- TASK STATEMENT: Search the material for the string "Tandalja", then return every line where it is found.

- DATASET RECORDS:
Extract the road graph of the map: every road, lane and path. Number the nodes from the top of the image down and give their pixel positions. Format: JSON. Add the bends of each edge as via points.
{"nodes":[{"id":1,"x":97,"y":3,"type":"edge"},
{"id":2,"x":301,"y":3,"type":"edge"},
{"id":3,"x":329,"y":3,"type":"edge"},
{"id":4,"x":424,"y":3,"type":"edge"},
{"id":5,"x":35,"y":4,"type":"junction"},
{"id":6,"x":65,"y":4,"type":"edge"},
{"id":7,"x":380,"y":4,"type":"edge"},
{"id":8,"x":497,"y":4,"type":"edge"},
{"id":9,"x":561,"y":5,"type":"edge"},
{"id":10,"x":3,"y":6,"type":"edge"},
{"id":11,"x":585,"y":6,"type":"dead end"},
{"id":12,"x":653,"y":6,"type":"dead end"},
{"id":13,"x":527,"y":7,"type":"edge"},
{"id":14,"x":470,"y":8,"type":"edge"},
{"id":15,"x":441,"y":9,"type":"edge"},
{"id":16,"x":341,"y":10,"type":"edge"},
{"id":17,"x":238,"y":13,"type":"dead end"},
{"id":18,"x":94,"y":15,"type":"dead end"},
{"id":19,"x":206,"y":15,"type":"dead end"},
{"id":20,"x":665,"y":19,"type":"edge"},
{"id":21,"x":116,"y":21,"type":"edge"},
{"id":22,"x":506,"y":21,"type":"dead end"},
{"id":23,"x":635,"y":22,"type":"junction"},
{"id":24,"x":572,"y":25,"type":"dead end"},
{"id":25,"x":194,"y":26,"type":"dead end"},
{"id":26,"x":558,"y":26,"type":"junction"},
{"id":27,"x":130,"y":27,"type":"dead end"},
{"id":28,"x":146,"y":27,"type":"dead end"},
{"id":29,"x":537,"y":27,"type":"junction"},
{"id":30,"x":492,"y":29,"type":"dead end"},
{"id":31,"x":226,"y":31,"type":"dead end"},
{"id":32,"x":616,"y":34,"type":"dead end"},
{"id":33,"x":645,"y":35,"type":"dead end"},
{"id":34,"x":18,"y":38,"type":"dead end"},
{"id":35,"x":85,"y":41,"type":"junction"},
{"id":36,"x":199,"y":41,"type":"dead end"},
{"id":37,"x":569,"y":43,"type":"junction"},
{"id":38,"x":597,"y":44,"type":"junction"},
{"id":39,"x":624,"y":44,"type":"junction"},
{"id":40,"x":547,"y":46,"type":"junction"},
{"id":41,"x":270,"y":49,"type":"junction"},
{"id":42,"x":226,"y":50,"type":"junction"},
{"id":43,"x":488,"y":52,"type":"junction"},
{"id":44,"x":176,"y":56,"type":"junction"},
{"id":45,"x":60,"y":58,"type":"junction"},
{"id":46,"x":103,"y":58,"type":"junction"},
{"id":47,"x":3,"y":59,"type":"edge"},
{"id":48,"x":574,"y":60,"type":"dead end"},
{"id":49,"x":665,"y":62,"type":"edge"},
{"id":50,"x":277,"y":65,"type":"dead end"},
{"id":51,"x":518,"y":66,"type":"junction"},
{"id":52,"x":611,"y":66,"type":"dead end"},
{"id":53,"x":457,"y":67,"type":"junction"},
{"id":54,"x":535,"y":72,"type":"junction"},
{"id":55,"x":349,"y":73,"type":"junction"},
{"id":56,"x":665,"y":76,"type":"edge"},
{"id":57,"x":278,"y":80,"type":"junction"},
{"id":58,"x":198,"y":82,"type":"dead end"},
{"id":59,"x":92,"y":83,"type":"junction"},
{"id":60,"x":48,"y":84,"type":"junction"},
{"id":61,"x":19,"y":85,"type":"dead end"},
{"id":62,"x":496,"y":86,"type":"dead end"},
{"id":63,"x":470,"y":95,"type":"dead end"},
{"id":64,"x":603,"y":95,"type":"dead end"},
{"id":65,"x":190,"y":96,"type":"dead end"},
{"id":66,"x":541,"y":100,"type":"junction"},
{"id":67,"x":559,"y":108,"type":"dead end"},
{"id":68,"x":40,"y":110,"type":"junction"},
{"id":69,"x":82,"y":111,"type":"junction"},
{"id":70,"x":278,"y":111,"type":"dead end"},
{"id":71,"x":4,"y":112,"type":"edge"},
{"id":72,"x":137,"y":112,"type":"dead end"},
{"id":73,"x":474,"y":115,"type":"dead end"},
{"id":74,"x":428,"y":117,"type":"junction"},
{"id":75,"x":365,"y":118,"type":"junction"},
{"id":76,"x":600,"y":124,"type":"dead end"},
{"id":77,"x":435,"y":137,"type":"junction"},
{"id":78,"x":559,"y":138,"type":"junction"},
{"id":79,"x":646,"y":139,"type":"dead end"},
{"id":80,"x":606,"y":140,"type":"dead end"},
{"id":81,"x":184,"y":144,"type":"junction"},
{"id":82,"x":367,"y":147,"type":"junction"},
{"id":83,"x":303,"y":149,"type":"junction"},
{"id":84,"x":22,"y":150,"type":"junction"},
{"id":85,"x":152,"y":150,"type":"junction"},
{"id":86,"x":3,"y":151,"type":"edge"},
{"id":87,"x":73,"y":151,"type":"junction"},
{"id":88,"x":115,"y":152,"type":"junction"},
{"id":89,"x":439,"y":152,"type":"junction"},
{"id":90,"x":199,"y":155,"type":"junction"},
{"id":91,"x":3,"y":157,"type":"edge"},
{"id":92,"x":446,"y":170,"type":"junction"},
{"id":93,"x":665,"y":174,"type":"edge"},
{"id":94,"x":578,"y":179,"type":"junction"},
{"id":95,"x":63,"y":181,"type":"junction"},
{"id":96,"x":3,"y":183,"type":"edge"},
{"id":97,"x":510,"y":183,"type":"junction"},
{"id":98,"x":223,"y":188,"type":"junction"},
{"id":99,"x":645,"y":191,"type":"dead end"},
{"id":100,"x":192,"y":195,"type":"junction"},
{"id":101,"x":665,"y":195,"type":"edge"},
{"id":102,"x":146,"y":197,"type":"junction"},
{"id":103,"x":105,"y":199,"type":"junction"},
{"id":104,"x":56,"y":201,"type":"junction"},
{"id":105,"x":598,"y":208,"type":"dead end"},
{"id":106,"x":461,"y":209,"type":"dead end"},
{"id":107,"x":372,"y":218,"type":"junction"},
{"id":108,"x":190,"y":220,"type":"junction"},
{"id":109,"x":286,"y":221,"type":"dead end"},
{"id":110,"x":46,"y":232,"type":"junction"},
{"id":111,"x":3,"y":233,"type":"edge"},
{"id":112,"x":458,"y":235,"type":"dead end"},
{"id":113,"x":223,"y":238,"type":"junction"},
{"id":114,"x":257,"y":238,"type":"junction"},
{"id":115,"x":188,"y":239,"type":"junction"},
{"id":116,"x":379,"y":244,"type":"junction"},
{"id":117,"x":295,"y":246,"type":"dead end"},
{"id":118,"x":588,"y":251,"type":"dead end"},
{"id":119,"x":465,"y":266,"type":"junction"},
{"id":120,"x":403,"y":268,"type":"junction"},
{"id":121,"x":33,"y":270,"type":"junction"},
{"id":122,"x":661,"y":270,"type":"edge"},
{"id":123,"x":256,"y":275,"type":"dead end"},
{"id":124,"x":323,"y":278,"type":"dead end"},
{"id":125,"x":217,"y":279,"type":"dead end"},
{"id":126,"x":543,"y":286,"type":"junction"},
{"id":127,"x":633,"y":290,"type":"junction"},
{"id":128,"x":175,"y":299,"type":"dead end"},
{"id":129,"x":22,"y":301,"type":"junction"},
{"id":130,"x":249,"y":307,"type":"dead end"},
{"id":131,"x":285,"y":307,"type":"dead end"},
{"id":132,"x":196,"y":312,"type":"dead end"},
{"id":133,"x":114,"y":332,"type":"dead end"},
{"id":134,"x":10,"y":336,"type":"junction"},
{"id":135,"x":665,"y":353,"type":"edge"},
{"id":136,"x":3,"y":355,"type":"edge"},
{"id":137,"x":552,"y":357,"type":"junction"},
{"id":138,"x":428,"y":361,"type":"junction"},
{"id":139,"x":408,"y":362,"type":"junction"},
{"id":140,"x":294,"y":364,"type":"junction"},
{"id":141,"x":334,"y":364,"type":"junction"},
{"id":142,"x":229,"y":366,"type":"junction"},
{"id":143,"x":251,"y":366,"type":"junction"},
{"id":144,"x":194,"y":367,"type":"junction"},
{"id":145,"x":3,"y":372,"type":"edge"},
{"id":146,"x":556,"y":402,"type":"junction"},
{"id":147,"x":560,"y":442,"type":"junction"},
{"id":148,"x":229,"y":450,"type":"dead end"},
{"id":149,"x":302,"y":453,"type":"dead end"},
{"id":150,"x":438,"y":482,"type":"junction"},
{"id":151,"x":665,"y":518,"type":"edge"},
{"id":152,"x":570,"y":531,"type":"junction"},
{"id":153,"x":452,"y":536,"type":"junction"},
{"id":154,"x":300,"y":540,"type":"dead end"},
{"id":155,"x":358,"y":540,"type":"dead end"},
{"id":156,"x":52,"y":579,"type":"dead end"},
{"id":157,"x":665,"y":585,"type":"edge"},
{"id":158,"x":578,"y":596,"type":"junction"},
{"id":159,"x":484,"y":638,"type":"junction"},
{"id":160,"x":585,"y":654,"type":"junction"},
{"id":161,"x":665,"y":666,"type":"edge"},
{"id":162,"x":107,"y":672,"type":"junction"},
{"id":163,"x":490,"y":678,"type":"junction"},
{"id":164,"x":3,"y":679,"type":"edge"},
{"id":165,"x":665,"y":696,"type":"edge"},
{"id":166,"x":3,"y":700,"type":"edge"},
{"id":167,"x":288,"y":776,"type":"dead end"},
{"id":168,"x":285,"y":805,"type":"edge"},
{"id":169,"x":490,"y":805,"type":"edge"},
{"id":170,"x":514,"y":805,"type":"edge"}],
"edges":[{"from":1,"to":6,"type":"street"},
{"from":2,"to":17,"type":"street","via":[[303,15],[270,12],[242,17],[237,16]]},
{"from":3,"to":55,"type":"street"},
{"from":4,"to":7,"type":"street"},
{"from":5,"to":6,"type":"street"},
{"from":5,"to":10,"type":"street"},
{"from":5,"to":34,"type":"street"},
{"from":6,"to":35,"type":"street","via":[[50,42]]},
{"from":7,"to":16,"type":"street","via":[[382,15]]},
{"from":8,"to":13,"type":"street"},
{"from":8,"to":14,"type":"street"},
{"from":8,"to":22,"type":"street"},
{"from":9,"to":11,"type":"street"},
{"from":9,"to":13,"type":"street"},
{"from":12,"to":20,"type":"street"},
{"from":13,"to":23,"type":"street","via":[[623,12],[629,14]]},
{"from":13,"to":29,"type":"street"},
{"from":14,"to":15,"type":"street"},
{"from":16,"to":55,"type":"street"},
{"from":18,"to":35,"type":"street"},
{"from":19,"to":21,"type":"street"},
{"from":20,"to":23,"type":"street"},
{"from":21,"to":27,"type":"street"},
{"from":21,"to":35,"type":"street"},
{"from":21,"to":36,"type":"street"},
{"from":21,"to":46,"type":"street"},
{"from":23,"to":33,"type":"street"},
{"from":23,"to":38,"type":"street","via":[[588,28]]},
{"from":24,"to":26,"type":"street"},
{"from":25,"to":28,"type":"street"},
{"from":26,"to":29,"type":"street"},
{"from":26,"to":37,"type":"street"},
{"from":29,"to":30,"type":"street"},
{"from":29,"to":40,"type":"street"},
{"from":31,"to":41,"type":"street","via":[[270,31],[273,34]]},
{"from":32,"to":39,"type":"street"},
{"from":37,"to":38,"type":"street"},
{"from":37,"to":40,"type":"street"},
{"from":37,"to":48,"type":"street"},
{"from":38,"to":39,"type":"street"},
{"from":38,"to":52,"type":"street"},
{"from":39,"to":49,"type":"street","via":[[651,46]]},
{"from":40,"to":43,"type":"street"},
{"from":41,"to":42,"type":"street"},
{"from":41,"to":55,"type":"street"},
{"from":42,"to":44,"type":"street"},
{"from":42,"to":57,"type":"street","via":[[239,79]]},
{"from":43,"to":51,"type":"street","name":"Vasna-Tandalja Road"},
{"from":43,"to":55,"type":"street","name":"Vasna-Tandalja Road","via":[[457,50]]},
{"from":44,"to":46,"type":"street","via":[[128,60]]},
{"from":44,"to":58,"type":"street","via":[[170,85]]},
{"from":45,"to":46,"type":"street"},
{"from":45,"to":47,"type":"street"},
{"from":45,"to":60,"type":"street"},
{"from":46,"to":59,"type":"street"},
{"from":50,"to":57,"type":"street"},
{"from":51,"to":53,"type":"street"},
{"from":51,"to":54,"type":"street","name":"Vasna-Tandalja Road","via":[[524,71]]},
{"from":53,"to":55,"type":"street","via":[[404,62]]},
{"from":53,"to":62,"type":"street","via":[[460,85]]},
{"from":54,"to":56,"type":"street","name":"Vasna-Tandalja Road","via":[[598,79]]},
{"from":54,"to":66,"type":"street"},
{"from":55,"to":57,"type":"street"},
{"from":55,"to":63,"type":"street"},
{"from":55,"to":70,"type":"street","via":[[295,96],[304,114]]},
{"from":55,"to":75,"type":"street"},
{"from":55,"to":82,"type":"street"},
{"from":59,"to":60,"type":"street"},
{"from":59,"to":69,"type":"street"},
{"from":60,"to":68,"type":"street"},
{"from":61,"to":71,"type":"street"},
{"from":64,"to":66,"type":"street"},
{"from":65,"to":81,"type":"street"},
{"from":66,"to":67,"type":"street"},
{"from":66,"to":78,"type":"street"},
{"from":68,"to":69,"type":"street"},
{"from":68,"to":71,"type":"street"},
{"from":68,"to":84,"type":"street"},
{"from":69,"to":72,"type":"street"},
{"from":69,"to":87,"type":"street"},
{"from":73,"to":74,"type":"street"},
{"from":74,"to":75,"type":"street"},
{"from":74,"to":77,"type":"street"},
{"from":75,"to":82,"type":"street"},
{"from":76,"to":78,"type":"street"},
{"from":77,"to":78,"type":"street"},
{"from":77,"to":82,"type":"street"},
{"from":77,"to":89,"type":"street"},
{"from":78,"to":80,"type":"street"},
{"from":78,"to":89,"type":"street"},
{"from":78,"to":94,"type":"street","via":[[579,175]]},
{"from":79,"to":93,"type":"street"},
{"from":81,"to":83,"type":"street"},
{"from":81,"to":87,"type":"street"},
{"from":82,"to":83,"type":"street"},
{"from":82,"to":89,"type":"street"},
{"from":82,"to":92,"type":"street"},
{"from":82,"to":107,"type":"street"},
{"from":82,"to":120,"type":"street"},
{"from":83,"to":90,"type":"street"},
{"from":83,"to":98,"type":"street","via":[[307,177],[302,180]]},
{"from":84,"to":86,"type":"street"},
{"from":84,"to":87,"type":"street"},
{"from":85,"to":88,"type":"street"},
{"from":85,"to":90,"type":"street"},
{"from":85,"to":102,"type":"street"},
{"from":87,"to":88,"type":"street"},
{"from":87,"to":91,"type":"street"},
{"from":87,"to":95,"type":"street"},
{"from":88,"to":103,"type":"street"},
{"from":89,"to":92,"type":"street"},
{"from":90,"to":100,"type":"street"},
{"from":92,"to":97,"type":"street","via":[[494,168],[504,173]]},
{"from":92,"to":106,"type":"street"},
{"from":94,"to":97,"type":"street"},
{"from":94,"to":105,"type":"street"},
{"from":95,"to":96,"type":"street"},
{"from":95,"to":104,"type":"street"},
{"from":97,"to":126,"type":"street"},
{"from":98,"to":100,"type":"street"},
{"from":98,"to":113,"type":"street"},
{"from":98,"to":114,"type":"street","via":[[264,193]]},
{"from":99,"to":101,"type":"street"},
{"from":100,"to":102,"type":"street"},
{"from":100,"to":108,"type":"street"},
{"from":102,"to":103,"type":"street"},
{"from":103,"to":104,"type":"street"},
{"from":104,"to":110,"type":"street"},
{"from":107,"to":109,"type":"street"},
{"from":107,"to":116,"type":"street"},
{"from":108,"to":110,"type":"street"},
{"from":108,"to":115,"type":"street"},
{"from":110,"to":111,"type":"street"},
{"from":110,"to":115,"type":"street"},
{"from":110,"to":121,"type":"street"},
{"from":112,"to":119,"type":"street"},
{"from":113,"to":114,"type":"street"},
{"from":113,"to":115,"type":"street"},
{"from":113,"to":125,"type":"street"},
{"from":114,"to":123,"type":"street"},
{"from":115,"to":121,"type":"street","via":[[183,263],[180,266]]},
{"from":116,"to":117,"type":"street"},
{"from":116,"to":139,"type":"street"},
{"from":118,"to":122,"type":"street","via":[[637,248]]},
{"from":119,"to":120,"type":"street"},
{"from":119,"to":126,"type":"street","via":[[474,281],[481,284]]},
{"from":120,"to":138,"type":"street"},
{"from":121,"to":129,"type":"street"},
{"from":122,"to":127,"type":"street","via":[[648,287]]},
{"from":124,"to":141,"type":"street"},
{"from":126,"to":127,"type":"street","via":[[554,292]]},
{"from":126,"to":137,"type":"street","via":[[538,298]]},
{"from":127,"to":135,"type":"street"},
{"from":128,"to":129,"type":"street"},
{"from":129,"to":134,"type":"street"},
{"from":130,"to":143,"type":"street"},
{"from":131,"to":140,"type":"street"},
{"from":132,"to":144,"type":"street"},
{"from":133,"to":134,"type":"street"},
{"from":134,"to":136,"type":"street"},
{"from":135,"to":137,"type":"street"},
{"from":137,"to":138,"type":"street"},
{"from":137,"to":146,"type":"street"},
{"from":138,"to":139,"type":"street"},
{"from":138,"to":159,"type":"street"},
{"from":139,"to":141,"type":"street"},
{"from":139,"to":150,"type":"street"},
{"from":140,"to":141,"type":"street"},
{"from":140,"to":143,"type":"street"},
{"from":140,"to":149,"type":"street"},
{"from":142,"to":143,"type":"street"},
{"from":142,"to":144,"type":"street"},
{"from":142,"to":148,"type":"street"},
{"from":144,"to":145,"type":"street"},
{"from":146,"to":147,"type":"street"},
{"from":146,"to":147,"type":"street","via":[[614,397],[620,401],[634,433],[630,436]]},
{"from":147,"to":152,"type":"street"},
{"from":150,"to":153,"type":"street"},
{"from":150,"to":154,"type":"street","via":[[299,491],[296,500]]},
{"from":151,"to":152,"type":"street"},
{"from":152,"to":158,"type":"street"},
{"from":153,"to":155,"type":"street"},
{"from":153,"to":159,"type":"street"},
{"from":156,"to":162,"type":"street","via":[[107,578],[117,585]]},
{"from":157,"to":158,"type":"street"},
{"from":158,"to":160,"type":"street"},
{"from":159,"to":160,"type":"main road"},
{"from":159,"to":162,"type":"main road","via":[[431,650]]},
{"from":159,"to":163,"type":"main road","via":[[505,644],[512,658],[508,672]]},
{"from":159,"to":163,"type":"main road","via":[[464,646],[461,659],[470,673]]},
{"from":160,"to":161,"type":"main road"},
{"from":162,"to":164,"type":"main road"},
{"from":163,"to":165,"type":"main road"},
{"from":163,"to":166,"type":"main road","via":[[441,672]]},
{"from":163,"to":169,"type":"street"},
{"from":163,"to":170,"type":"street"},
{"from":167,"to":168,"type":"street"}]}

- SOLUTION TO THIS PROBLEM:
{"from":43,"to":51,"type":"street","name":"Vasna-Tandalja Road"},
{"from":43,"to":55,"type":"street","name":"Vasna-Tandalja Road","via":[[457,50]]},
{"from":51,"to":54,"type":"street","name":"Vasna-Tandalja Road","via":[[524,71]]},
{"from":54,"to":56,"type":"street","name":"Vasna-Tandalja Road","via":[[598,79]]},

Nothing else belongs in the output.